### What to produce:
Find the lines below holding the word "body" and copy each of them.

Items from a dataset:
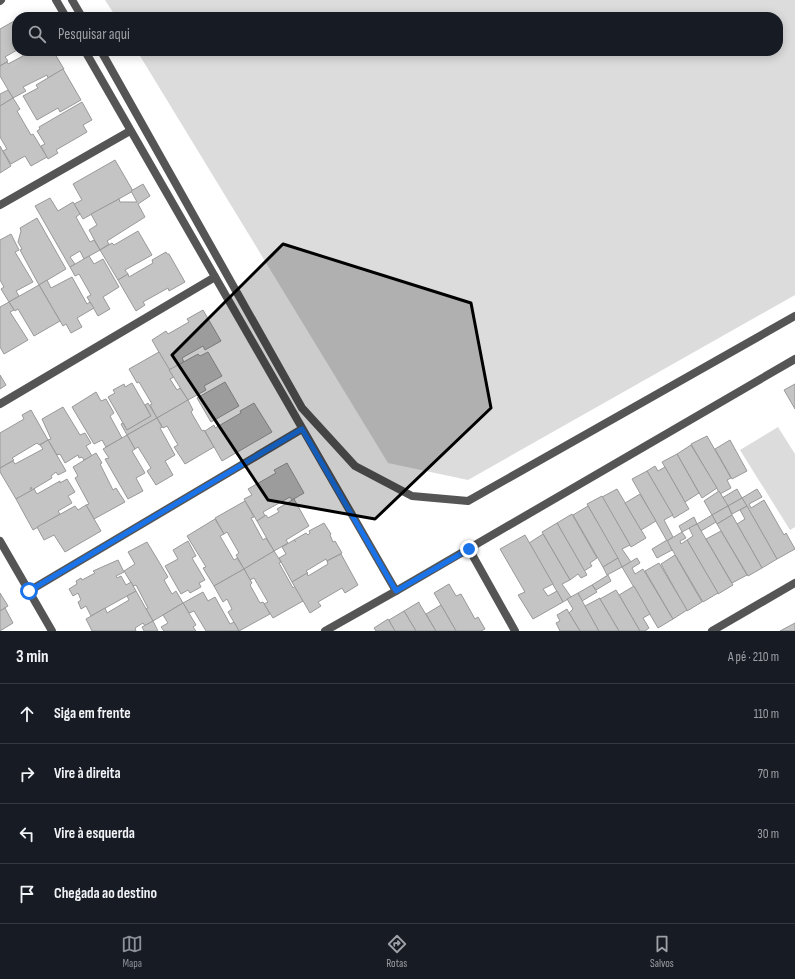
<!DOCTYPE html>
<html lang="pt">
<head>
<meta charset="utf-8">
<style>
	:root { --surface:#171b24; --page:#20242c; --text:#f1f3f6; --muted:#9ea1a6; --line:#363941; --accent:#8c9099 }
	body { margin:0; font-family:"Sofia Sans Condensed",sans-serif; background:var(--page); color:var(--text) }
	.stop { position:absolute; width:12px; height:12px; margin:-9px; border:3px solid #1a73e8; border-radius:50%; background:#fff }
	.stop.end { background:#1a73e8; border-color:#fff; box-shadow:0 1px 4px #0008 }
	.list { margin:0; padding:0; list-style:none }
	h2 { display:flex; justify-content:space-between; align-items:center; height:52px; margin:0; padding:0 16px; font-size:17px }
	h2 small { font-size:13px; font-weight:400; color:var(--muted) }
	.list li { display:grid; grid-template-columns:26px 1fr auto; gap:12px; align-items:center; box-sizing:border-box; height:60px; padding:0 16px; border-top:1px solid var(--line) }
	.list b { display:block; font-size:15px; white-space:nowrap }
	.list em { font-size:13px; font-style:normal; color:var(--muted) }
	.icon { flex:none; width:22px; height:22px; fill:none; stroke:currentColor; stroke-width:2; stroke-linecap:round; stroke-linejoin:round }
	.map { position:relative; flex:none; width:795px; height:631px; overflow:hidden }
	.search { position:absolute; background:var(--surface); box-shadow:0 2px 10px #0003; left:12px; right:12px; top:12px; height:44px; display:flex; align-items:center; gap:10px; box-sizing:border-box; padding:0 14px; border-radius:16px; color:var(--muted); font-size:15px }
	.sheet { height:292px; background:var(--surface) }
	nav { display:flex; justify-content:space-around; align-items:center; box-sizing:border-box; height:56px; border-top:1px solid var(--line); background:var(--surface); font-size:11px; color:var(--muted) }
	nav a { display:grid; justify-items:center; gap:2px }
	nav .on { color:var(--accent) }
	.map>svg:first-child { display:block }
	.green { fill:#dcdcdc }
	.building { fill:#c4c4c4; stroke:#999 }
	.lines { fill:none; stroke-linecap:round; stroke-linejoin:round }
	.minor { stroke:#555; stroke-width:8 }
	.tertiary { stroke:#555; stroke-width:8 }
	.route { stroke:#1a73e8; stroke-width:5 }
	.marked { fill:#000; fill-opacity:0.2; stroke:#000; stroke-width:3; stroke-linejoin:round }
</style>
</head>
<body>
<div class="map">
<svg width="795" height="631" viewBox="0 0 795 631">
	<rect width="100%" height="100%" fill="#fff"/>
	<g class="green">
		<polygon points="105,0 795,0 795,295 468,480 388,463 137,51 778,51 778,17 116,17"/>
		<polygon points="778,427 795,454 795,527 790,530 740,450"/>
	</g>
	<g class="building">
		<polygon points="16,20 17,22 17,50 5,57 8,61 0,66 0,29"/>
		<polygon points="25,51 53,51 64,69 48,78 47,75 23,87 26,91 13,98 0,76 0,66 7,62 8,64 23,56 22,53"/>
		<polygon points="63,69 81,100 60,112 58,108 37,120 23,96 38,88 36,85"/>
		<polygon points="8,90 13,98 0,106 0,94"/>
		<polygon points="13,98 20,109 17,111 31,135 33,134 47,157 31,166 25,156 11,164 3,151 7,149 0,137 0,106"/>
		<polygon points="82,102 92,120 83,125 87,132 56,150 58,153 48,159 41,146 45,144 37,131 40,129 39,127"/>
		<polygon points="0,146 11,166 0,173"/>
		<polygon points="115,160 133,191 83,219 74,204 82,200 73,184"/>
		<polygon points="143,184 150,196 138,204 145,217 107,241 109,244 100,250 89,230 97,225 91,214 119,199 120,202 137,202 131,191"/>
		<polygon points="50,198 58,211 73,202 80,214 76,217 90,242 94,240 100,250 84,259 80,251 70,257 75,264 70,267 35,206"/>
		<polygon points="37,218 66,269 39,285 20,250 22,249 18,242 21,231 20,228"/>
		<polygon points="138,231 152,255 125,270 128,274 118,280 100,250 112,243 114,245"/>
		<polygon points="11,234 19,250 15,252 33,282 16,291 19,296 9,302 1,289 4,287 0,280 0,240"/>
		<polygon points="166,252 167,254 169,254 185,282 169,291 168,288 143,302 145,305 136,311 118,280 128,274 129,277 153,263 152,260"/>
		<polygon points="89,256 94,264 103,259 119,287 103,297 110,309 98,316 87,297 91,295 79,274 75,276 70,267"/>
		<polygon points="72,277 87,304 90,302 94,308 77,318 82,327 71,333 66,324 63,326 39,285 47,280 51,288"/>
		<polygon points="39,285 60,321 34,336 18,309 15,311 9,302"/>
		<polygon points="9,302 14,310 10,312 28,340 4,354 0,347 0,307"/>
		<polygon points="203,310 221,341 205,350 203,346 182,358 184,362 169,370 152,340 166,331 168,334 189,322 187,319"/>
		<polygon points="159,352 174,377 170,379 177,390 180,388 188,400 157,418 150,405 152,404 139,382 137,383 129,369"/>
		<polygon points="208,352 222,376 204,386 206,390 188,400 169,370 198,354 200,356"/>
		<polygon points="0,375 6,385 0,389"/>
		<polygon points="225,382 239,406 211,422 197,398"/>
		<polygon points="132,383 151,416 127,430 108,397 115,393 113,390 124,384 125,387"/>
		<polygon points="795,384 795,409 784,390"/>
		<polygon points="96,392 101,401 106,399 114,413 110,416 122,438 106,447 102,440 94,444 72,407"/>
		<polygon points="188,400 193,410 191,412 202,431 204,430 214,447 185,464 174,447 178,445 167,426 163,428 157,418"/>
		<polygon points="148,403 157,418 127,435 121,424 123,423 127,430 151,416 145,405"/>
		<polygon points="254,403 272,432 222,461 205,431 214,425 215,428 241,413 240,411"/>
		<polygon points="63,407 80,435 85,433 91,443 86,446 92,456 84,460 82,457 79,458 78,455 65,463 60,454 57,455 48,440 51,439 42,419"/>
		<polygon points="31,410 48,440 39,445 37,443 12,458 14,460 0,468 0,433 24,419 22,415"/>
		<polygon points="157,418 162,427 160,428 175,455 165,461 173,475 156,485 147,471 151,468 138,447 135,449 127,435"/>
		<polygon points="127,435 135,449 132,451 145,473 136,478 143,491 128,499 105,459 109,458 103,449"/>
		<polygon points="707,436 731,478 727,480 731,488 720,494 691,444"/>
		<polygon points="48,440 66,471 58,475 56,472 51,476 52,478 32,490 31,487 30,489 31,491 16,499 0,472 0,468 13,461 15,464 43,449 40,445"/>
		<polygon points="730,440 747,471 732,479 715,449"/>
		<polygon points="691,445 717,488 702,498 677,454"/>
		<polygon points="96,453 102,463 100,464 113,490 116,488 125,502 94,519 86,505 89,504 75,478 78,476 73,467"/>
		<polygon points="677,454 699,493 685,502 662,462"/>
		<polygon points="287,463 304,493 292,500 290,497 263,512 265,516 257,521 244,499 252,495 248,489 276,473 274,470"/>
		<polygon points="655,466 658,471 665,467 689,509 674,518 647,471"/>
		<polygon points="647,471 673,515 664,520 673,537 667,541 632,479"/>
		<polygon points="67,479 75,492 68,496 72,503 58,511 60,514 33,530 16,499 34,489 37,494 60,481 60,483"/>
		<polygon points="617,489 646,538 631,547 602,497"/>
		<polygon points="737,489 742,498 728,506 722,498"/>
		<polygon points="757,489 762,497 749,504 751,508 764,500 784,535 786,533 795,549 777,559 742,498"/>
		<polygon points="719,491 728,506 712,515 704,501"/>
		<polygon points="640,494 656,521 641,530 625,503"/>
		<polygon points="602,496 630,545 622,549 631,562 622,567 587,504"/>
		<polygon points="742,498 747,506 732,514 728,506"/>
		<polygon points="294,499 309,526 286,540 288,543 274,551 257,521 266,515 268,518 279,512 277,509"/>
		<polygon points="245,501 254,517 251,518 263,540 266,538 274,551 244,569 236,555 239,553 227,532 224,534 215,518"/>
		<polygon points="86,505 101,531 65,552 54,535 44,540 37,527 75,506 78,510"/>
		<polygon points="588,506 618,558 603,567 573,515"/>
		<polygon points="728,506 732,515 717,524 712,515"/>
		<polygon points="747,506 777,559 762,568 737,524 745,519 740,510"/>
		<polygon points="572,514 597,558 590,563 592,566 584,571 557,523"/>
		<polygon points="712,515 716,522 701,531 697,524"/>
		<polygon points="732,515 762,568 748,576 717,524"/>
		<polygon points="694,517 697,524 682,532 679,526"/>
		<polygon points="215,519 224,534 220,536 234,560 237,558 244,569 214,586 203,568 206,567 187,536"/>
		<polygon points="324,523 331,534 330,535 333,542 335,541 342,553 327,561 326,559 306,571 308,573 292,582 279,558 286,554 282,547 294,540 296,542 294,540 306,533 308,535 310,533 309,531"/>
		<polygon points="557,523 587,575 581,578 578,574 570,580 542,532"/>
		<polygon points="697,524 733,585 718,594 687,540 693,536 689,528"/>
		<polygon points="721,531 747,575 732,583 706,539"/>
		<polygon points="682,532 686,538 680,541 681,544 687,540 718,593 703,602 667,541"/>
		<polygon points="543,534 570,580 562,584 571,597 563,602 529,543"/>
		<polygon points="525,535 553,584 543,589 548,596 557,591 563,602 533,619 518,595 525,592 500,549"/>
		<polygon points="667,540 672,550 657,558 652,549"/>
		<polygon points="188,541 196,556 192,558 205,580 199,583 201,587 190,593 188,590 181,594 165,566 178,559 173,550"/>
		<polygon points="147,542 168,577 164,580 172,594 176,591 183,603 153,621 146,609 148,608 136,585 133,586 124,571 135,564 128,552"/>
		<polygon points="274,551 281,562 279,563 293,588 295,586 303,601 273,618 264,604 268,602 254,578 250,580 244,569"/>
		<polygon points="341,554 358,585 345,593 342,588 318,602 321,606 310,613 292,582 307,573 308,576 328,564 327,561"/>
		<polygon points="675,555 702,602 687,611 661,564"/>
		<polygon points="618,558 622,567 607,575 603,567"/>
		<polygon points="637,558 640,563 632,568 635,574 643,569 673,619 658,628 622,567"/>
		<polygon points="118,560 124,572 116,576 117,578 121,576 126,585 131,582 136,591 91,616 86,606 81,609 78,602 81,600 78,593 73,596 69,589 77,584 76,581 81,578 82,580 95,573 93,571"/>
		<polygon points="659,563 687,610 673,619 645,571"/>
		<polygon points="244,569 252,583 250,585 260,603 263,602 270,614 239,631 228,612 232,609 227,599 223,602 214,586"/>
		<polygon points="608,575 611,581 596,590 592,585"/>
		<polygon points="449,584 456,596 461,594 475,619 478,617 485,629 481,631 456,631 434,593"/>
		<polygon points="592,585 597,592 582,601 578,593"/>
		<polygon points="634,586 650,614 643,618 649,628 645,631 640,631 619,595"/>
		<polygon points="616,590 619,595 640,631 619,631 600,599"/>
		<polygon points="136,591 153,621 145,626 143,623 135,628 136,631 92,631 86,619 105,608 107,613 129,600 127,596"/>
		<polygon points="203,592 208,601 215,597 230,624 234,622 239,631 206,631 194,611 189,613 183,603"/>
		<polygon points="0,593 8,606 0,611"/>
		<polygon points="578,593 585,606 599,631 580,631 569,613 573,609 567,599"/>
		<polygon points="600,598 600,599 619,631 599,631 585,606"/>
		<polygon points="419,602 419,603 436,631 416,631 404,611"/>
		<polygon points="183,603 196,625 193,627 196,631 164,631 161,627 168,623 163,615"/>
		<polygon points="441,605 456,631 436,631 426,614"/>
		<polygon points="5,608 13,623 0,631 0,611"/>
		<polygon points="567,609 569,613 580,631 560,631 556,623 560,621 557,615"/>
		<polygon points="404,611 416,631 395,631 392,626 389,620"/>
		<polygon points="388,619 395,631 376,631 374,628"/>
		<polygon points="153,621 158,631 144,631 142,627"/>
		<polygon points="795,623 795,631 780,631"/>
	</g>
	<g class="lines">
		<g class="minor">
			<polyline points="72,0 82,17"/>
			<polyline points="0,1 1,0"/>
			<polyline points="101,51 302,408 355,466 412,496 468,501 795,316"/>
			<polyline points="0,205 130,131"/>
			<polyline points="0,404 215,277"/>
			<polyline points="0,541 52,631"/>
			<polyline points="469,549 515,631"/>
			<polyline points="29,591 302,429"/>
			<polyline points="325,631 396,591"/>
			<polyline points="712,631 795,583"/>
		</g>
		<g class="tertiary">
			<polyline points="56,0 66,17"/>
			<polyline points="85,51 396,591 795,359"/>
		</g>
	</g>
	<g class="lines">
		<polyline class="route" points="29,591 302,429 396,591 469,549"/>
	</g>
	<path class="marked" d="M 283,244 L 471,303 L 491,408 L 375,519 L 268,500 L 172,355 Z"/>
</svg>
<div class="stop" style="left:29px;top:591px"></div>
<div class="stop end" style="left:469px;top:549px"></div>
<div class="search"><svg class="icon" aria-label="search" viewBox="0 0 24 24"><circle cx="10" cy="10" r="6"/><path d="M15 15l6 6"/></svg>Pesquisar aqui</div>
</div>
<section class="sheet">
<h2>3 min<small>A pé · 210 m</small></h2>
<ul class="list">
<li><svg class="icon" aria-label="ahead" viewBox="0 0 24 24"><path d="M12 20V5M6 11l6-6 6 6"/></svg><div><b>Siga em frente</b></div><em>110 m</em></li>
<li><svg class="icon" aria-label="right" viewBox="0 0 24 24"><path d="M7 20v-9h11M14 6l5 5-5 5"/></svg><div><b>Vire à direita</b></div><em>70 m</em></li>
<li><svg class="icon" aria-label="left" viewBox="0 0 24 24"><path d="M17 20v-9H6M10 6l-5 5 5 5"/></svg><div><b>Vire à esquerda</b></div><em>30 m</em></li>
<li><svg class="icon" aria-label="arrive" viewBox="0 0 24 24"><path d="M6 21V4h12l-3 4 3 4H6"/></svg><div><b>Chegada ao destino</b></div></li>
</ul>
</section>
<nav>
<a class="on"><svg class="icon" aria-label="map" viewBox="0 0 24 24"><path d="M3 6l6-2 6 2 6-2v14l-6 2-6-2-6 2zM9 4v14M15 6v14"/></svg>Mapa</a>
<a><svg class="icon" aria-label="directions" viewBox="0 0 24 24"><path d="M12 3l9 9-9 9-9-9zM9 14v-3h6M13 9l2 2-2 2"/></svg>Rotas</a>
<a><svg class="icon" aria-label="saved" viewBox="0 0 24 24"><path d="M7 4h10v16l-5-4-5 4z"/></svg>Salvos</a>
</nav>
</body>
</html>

### Your response:
	body { margin:0; font-family:"Sofia Sans Condensed",sans-serif; background:var(--page); color:var(--text) }
<body>
</body>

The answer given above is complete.